### What is being asked
Please find the lines in the entries below that contain the word "Ogwuagor", and copy each one.

(Saved data entries)
————————
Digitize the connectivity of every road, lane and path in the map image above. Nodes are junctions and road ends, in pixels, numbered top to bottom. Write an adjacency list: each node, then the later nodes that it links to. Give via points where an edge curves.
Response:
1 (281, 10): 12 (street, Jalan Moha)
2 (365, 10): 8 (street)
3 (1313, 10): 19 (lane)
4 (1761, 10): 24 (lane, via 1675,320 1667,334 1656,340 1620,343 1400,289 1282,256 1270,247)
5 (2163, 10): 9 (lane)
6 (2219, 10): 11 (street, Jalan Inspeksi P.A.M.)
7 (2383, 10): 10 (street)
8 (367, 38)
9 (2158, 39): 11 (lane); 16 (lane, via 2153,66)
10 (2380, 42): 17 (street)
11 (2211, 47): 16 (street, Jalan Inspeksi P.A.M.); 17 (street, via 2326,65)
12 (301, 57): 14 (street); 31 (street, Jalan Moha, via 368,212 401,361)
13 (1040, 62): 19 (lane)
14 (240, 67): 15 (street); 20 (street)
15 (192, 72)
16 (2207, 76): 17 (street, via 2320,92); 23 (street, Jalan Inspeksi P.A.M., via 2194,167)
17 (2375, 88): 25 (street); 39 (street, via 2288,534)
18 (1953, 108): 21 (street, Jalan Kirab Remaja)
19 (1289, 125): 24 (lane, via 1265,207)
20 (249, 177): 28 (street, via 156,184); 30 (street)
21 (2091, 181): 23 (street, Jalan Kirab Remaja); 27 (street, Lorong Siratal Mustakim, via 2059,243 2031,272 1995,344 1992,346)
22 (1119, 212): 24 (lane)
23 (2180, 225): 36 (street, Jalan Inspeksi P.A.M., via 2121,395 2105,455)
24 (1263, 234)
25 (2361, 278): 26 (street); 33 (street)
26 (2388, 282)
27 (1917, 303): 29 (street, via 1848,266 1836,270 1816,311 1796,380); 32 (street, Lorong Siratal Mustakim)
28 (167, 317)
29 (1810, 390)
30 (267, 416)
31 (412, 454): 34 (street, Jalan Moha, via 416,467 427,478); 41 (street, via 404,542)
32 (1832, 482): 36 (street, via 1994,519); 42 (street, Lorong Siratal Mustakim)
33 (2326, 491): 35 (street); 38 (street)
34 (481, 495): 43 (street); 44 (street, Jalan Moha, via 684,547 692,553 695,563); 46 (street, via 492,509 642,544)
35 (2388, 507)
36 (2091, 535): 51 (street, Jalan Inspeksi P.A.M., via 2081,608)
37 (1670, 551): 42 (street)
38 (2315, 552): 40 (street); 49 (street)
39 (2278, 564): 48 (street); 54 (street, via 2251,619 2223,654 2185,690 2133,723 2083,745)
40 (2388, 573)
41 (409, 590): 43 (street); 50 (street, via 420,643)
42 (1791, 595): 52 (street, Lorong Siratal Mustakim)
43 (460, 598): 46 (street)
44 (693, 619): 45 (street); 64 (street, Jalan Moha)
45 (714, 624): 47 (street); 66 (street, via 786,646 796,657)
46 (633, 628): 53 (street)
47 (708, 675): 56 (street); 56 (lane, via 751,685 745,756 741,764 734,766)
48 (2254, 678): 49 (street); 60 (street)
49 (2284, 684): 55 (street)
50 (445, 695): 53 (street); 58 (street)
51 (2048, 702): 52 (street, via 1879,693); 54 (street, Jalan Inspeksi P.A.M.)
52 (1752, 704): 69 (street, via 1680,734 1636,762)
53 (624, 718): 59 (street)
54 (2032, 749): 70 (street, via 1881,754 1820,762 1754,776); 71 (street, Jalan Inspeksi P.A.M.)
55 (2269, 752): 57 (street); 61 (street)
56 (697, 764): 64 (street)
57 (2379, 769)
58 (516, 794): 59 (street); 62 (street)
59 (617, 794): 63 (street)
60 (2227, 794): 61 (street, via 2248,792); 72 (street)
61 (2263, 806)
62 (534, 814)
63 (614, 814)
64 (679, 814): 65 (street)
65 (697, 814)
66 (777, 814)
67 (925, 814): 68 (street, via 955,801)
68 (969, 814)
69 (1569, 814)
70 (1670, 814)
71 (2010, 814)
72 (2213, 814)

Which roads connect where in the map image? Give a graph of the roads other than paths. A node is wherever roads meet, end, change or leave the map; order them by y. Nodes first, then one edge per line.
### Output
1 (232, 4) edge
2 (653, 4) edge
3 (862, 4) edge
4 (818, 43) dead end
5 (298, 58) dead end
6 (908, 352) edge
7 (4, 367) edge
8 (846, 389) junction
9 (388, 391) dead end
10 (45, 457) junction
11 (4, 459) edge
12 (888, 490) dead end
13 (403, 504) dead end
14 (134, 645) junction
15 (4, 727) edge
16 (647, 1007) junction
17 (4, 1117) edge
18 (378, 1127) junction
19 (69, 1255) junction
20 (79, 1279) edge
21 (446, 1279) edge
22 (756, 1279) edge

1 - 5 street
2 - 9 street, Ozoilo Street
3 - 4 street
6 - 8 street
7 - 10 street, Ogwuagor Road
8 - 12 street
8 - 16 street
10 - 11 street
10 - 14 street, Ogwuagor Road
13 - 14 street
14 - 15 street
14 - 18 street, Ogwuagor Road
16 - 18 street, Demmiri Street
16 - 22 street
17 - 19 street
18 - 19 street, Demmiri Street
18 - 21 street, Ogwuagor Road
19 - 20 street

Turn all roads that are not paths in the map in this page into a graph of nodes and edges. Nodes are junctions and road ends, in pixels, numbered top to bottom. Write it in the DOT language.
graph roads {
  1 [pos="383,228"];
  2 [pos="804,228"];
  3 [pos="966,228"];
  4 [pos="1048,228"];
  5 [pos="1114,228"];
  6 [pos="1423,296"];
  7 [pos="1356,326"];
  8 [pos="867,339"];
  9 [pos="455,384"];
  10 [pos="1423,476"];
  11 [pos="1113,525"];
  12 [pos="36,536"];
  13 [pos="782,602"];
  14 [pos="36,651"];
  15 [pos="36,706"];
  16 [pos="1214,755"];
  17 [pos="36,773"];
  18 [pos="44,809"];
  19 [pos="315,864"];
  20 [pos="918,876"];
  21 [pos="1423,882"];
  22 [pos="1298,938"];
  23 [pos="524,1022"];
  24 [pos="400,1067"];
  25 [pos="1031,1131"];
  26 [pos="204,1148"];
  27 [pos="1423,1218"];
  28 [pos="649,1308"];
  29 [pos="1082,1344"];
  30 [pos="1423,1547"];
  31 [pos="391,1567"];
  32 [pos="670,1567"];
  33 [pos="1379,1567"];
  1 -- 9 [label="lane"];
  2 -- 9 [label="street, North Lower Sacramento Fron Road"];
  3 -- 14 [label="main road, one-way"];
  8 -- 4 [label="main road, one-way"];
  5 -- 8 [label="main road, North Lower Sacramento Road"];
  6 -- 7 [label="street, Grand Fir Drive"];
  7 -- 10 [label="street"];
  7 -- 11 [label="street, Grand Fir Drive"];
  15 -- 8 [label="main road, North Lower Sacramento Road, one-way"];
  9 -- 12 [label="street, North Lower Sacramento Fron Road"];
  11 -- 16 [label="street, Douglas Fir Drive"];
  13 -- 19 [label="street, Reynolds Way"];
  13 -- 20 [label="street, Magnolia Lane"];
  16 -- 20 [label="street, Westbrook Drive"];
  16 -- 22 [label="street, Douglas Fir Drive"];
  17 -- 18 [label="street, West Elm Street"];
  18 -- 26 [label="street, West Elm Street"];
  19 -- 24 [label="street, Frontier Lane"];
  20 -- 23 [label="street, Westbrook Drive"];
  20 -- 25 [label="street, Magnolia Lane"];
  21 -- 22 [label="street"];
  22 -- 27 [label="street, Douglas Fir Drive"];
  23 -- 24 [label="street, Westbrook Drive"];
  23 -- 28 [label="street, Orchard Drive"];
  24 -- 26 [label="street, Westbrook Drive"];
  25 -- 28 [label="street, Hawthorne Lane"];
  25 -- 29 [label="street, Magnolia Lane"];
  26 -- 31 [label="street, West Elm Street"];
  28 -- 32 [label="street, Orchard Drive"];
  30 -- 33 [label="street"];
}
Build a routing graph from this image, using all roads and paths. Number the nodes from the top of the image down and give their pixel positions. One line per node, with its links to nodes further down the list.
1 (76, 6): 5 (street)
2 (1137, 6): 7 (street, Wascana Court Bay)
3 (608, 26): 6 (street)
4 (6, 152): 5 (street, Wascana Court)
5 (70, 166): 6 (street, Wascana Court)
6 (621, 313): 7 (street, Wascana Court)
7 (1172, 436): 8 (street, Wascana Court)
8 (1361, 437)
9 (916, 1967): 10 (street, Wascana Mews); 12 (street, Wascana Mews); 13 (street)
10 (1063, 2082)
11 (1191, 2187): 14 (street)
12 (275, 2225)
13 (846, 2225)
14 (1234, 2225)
————————
### Task answer
7 - 10 street, Ogwuagor Road
10 - 14 street, Ogwuagor Road
14 - 18 street, Ogwuagor Road
18 - 21 street, Ogwuagor Road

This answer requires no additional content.